→ EXERCISE OBJECTIVE:
Pick out every line in the data below that holds "edges".

### RECORD SET

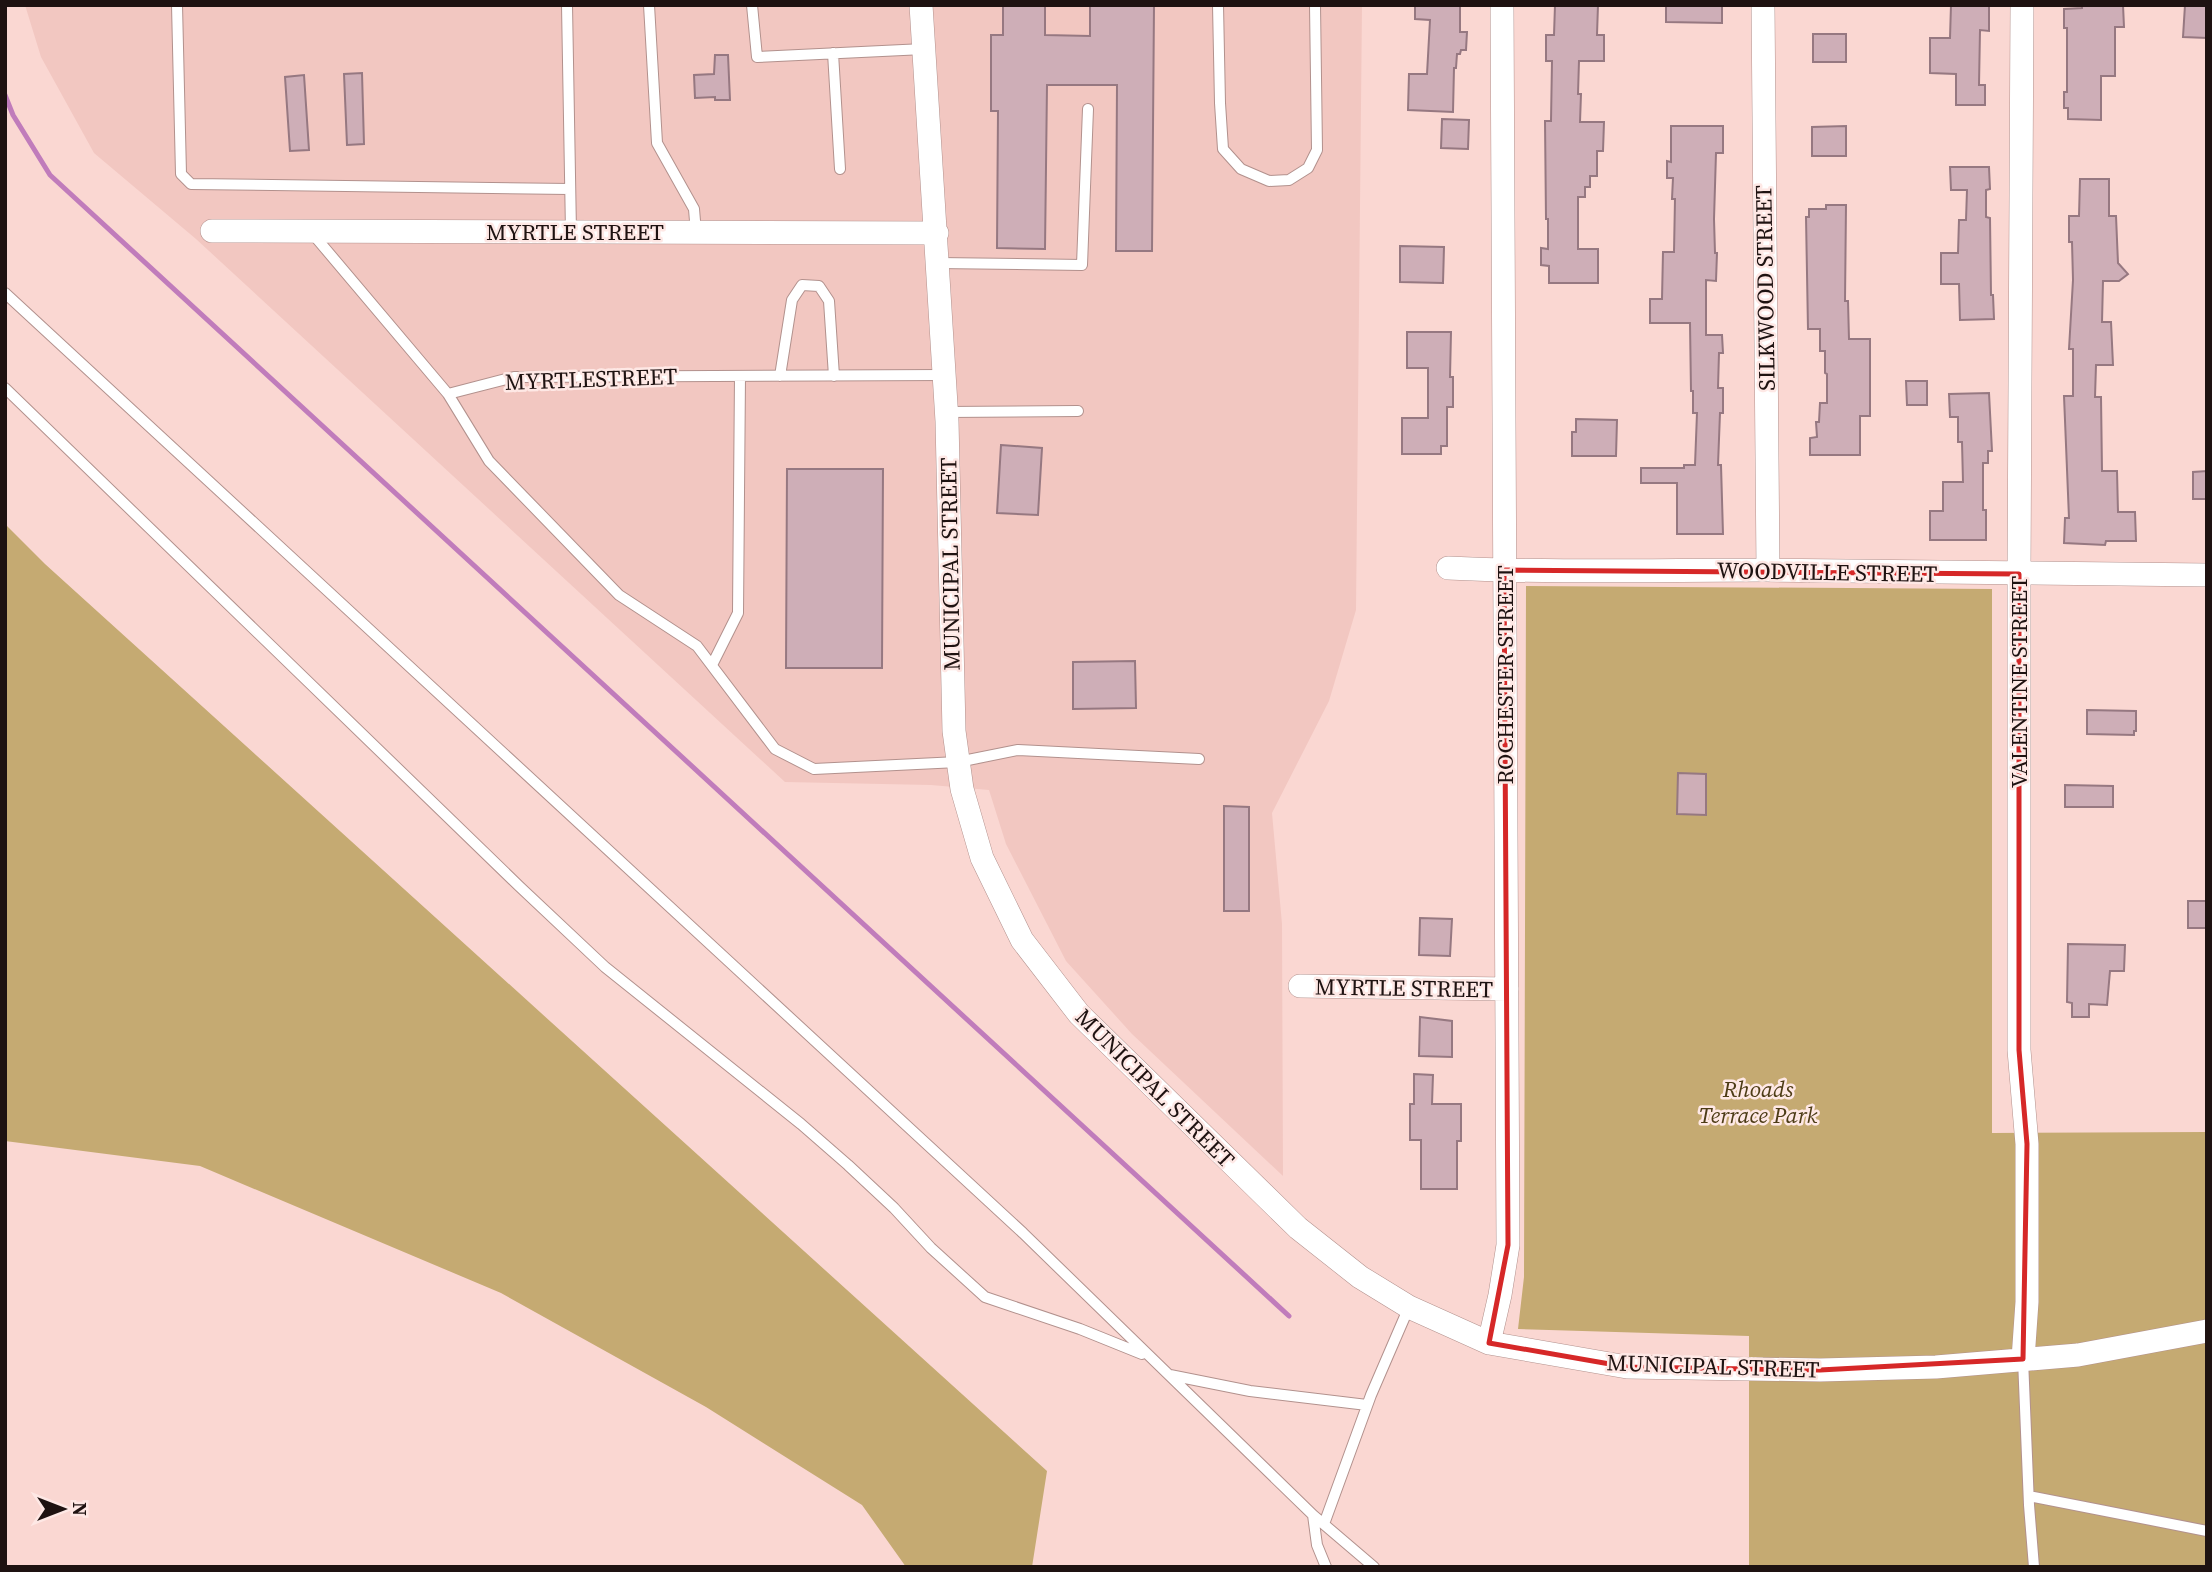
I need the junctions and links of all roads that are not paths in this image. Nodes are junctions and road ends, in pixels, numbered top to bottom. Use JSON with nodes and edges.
{"nodes":[{"id":1,"x":177,"y":5,"type":"edge"},
{"id":2,"x":567,"y":5,"type":"edge"},
{"id":3,"x":649,"y":5,"type":"edge"},
{"id":4,"x":752,"y":5,"type":"edge"},
{"id":5,"x":922,"y":5,"type":"edge"},
{"id":6,"x":1218,"y":5,"type":"edge"},
{"id":7,"x":1315,"y":5,"type":"edge"},
{"id":8,"x":1502,"y":5,"type":"edge"},
{"id":9,"x":1763,"y":5,"type":"edge"},
{"id":10,"x":2022,"y":5,"type":"edge"},
{"id":11,"x":924,"y":49,"type":"junction"},
{"id":12,"x":833,"y":53,"type":"junction"},
{"id":13,"x":1088,"y":109,"type":"dead end"},
{"id":14,"x":840,"y":169,"type":"dead end"},
{"id":15,"x":570,"y":189,"type":"junction"},
{"id":16,"x":212,"y":231,"type":"dead end"},
{"id":17,"x":310,"y":231,"type":"junction"},
{"id":18,"x":571,"y":232,"type":"junction"},
{"id":19,"x":696,"y":233,"type":"junction"},
{"id":20,"x":937,"y":233,"type":"junction"},
{"id":21,"x":939,"y":263,"type":"junction"},
{"id":22,"x":5,"y":293,"type":"edge"},
{"id":23,"x":944,"y":375,"type":"junction"},
{"id":24,"x":740,"y":376,"type":"junction"},
{"id":25,"x":780,"y":376,"type":"junction"},
{"id":26,"x":834,"y":376,"type":"junction"},
{"id":27,"x":5,"y":388,"type":"edge"},
{"id":28,"x":448,"y":394,"type":"junction"},
{"id":29,"x":1078,"y":411,"type":"dead end"},
{"id":30,"x":946,"y":412,"type":"junction"},
{"id":31,"x":1448,"y":568,"type":"dead end"},
{"id":32,"x":1504,"y":570,"type":"junction"},
{"id":33,"x":1768,"y":570,"type":"junction"},
{"id":34,"x":2019,"y":574,"type":"junction"},
{"id":35,"x":2207,"y":575,"type":"edge"},
{"id":36,"x":712,"y":665,"type":"junction"},
{"id":37,"x":1199,"y":759,"type":"dead end"},
{"id":38,"x":958,"y":762,"type":"junction"},
{"id":39,"x":1300,"y":986,"type":"dead end"},
{"id":40,"x":1507,"y":989,"type":"junction"},
{"id":41,"x":1409,"y":1307,"type":"junction"},
{"id":42,"x":2207,"y":1331,"type":"edge"},
{"id":43,"x":1489,"y":1343,"type":"junction"},
{"id":44,"x":1148,"y":1356,"type":"junction"},
{"id":45,"x":2023,"y":1359,"type":"junction"},
{"id":46,"x":1170,"y":1375,"type":"junction"},
{"id":47,"x":1367,"y":1405,"type":"junction"},
{"id":48,"x":2029,"y":1496,"type":"junction"},
{"id":49,"x":1313,"y":1515,"type":"junction"},
{"id":50,"x":1324,"y":1524,"type":"junction"},
{"id":51,"x":2207,"y":1531,"type":"edge"},
{"id":52,"x":1326,"y":1567,"type":"edge"},
{"id":53,"x":1374,"y":1567,"type":"edge"},
{"id":54,"x":2034,"y":1567,"type":"edge"}],
"edges":[{"from":1,"to":15,"type":"lane"},
{"from":2,"to":15,"type":"lane"},
{"from":3,"to":19,"type":"lane"},
{"from":4,"to":12,"type":"lane"},
{"from":5,"to":11,"type":"street","name":"MUNICIPAL STREET"},
{"from":6,"to":7,"type":"lane"},
{"from":8,"to":32,"type":"street","name":"ROCHESTER STREET"},
{"from":9,"to":33,"type":"street","name":"SILKWOOD STREET"},
{"from":10,"to":34,"type":"street","name":"VALENTINE STREET"},
{"from":11,"to":12,"type":"lane"},
{"from":11,"to":20,"type":"street","name":"MUNICIPAL STREET"},
{"from":12,"to":14,"type":"lane"},
{"from":13,"to":21,"type":"lane"},
{"from":15,"to":18,"type":"lane"},
{"from":16,"to":17,"type":"street","name":"MYRTLE STREET"},
{"from":17,"to":18,"type":"street","name":"MYRTLE STREET"},
{"from":17,"to":28,"type":"lane"},
{"from":18,"to":19,"type":"street","name":"MYRTLE STREET"},
{"from":19,"to":20,"type":"street","name":"MYRTLE STREET"},
{"from":20,"to":21,"type":"street","name":"MUNICIPAL STREET"},
{"from":21,"to":23,"type":"street","name":"MUNICIPAL STREET"},
{"from":22,"to":44,"type":"lane"},
{"from":23,"to":26,"type":"lane","name":"MYRTLESTREET"},
{"from":23,"to":30,"type":"street","name":"MUNICIPAL STREET"},
{"from":24,"to":25,"type":"lane","name":"MYRTLESTREET"},
{"from":24,"to":28,"type":"lane","name":"MYRTLESTREET"},
{"from":24,"to":36,"type":"lane"},
{"from":25,"to":26,"type":"lane","name":"MYRTLESTREET"},
{"from":25,"to":26,"type":"lane"},
{"from":27,"to":44,"type":"lane"},
{"from":28,"to":36,"type":"lane"},
{"from":29,"to":30,"type":"lane"},
{"from":30,"to":38,"type":"street","name":"MUNICIPAL STREET"},
{"from":31,"to":32,"type":"street","name":"WOODVILLE STREET"},
{"from":32,"to":33,"type":"street","name":"WOODVILLE STREET"},
{"from":32,"to":40,"type":"street","name":"ROCHESTER STREET"},
{"from":33,"to":34,"type":"street","name":"WOODVILLE STREET"},
{"from":34,"to":35,"type":"street","name":"WOODVILLE STREET"},
{"from":34,"to":45,"type":"street","name":"VALENTINE STREET"},
{"from":36,"to":38,"type":"lane"},
{"from":37,"to":38,"type":"lane"},
{"from":38,"to":41,"type":"street","name":"MUNICIPAL STREET"},
{"from":39,"to":40,"type":"street","name":"MYRTLE STREET"},
{"from":40,"to":43,"type":"street","name":"ROCHESTER STREET"},
{"from":41,"to":43,"type":"street","name":"MUNICIPAL STREET"},
{"from":41,"to":47,"type":"lane"},
{"from":42,"to":45,"type":"street","name":"MUNICIPAL STREET"},
{"from":43,"to":45,"type":"street","name":"MUNICIPAL STREET"},
{"from":44,"to":46,"type":"lane"},
{"from":45,"to":48,"type":"lane"},
{"from":46,"to":47,"type":"lane"},
{"from":46,"to":49,"type":"lane"},
{"from":47,"to":50,"type":"lane"},
{"from":48,"to":51,"type":"lane"},
{"from":48,"to":54,"type":"lane"},
{"from":49,"to":50,"type":"lane"},
{"from":49,"to":52,"type":"lane"},
{"from":50,"to":53,"type":"lane"}]}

######

→ SOLUTION:
I need the junctions and links of all roads that are not paths in this image. Nodes are junctions and road ends, in pixels, numbered top to bottom. Use JSON with nodes and edges.
"edges":[{"from":1,"to":15,"type":"lane"},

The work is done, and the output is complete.